Suzette observou ela se afastar enquanto esperava que a pequena princesa guardasse o mini computador dela. Não se lembrava de quando tinha sido a última vez em que tinha visto Anne assim, totalmente satisfeita sem nada aparentemente ocupando sua mente.
Era bem verdade que sob muitos aspectos ela era perfeitamente normal, exceto em um. Sempre estava pensando em alguma coisa. Parece que ela é incapaz de relaxar totalmente. Mesmo quando está passeando, indo com as amigas no shopping ou simplesmente assistindo a um filme de qualquer tipo dá para perceber que ela está pensando em outra coisa ao mesmo tempo.
Enfim... finalmente ela veio ver as ruínas. Ela ficou meses fazendo comentários desta visita. Desde que o anúncio tinha sido posto no quadro de avisos da escola. Ficou horas na biblioteca municipal se informando sobre estas e obtendo qualquer tipo de holoprojeção a respeito. Chegou até mesmo a pedir para que suas mães trouxessem holocubos de documentários feitos por empresas nos países em que estas iriam fazer serviço diplomático.
- Vamos? – perguntou a pequena segurando na sua mão – eu já estou pronta.
- Que bonitinha – comentou Rita – você é muito educada quando quer ser, sabia?

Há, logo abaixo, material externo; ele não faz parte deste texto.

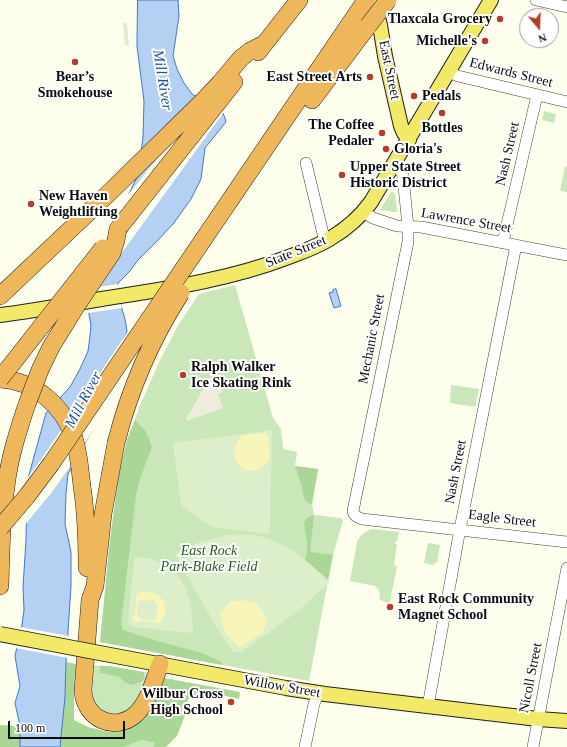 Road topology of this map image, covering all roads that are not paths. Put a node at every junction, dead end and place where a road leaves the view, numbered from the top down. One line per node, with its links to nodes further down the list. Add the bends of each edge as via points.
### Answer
1 (299, 0): 9 (highway, via 264,44 241,58)
2 (388, 0): 11 (highway, bridge, via 305,109)
3 (492, 0): 7 (main road, State Street)
4 (536, 0): 6 (street)
5 (366, 3): 11 (highway); 12 (main road, East Street, via 378,17 402,126)
6 (567, 7)
7 (449, 72): 8 (street, Edwards Street); 12 (main road, State Street)
8 (537, 95): 10 (street, Edwards Street); 19 (street, Nash Street)
9 (212, 100): 17 (highway); 23 (highway)
10 (567, 102)
11 (280, 127): 22 (highway)
12 (409, 140): 13 (main road, State Street)
13 (396, 162): 15 (main road, State Street); 16 (street, Mechanic Street, via 403,176)
14 (306, 163): 18 (street)
15 (362, 212): 16 (street, Lawrence Street, via 377,220); 18 (main road, State Street)
16 (408, 227): 19 (street, Lawrence Street, via 421,227); 28 (street, Mechanic Street, via 408,242 354,511 356,516)
17 (118, 229): 27 (highway, bridge); 33 (highway, bridge, via 112,253 51,347 27,404 13,448 6,487)
18 (325, 242): 26 (main road, State Street, via 280,260 179,286)
19 (503, 242): 20 (street, Lawrence Street)
20 (516, 245): 21 (street, Lawrence Street); 30 (street, Nash Street)
21 (567, 255)
22 (189, 264): 29 (highway, bridge, via 51,464); 34 (highway, bridge, via 186,284 144,361 126,408 116,443 103,514 95,586)
23 (17, 280): 24 (highway); 25 (highway)
24 (0, 288)
25 (0, 296)
26 (0, 314)
27 (0, 379): 34 (highway, via 36,389 60,411 71,430 76,447 86,519 87,586)
28 (362, 519): 30 (street, Eagle Street)
29 (0, 528)
30 (460, 529): 31 (street, Eagle Street); 38 (street, Nash Street)
31 (567, 542)
32 (567, 568): 39 (street, Nicoll Street)
33 (0, 586)
34 (90, 600): 36 (highway, via 83,694 91,713 110,722 131,717 146,700)
35 (0, 634): 36 (main road, Willow Street, bridge)
36 (160, 664): 37 (main road, Willow Street)
37 (318, 693): 38 (main road, Willow Street); 41 (street)
38 (428, 706): 39 (main road, Willow Street)
39 (538, 719): 40 (main road, Willow Street); 42 (street, Nicoll Street)
40 (567, 721)
41 (305, 747)
42 (534, 747)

Soltou uma risada quando ela mostrou a língua para Rita. Aquela baixinha só era um doce quando estava contente. E tinha ficado muito contente com esta visita aos jardins dali. Ela própria gostou daquilo, assim como Diana e Marina. Ainda bem que seus irmãos não quiseram vir. Seria uma dor de cabeça cuidar dos três ali.